For many people living with serious mental illness, getting to a dentist can be far harder than getting to a doctor. This study looks inside the homes—and mouths—of patients in Tokyo who receive psychiatric care at home, asking a simple but overlooked question: what is happening to their teeth and gums? The answer reveals hidden pain, infection risks, and financial pressures that rarely show up in routine mental health visits, but that can strongly affect comfort, nutrition, and quality of life.

Figure 1
Figure 1.

A Hidden Dental Problem Behind Closed Doors

The researchers visited 22 adults who were already receiving regular home-based psychiatric care from a community clinic in Tokyo. Instead of asking these patients to come to a dental office, a dentist joined the psychiatric team during routine home visits and carried out free oral examinations on the spot. The team recorded how many teeth each person had, how many were decayed, missing, or filled, and used several simple scoring tools to judge gum health, cleanliness, and tongue coating. They also reviewed the medical records to understand each person’s diagnosis, medications, living situation, smoking habits, and use of public assistance.

What the Dentist Saw at the Kitchen Table

On paper, these patients had about as many teeth as the average middle-aged Japanese adult. But the condition of those teeth was far worse. Many had multiple untreated cavities, severely decayed “residual roots” left in place instead of being removed, and thick layers of plaque and hardened tartar. Tongue and tooth-surface scores showed that roughly a third of patients had very poor oral hygiene. Compared with other groups—such as elderly people served by visiting nurses or patients treated for gum disease in hospitals—the home-based psychiatric group scored consistently worse on almost every oral health index the researchers used.

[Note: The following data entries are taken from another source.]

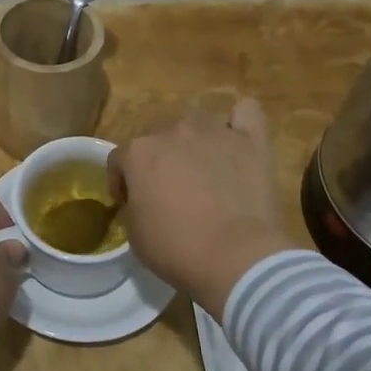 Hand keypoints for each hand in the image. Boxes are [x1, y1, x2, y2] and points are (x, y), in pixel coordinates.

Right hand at [108, 98, 296, 318]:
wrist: (235, 257)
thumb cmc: (177, 249)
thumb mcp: (135, 234)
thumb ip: (135, 204)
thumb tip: (144, 199)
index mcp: (138, 152)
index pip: (119, 159)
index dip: (122, 182)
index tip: (129, 203)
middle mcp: (173, 131)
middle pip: (159, 138)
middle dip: (160, 161)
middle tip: (170, 192)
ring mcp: (214, 131)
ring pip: (198, 123)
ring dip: (195, 142)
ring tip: (205, 170)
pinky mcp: (251, 140)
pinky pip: (245, 113)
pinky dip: (239, 123)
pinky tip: (238, 140) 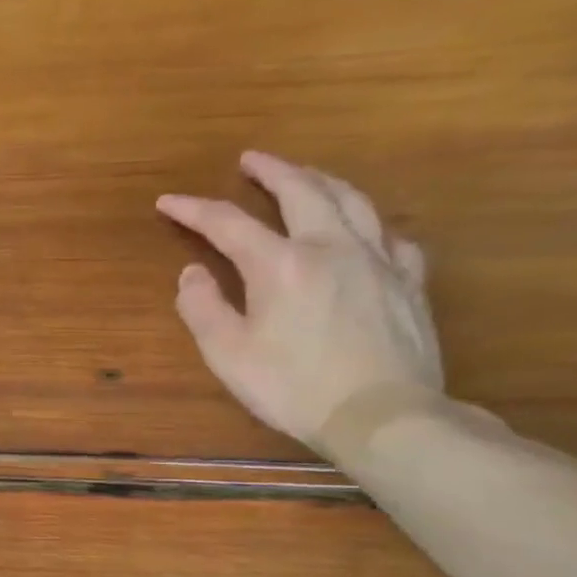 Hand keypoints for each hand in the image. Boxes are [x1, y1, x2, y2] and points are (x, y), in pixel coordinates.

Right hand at [156, 151, 443, 449]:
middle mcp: (331, 247)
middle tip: (252, 159)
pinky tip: (363, 229)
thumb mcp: (227, 355)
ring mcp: (378, 260)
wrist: (384, 417)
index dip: (193, 209)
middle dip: (271, 170)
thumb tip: (192, 273)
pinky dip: (369, 223)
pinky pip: (391, 236)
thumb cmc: (294, 388)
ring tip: (305, 175)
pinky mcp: (409, 282)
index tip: (167, 201)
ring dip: (321, 181)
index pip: (228, 223)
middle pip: (302, 190)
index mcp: (280, 264)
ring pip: (352, 200)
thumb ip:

Money Worries, Low Energy, and Fear of the Chair

The study helps explain why these problems build up. Nearly seven in ten participants were living on public assistance, and many others had low or unstable income. In Japan, people on public assistance pay nothing for insured dental services, including home visits. Those who are not covered must pay a fee for each home dental visit—a cost some participants said they simply could not afford. One patient stopped treatment because of these charges, while another delayed care until finances improved. Beyond money, many participants had not seen a dentist in years, and more than 40% only agreed to an exam because a family member or psychiatrist pushed for it. The symptoms of mental illness—such as low motivation, fear of new situations, and difficulty organizing daily tasks—made it easy to skip toothbrushing and avoid appointments. Powerful psychiatric drugs often dry out the mouth, further increasing the risk of decay and infection.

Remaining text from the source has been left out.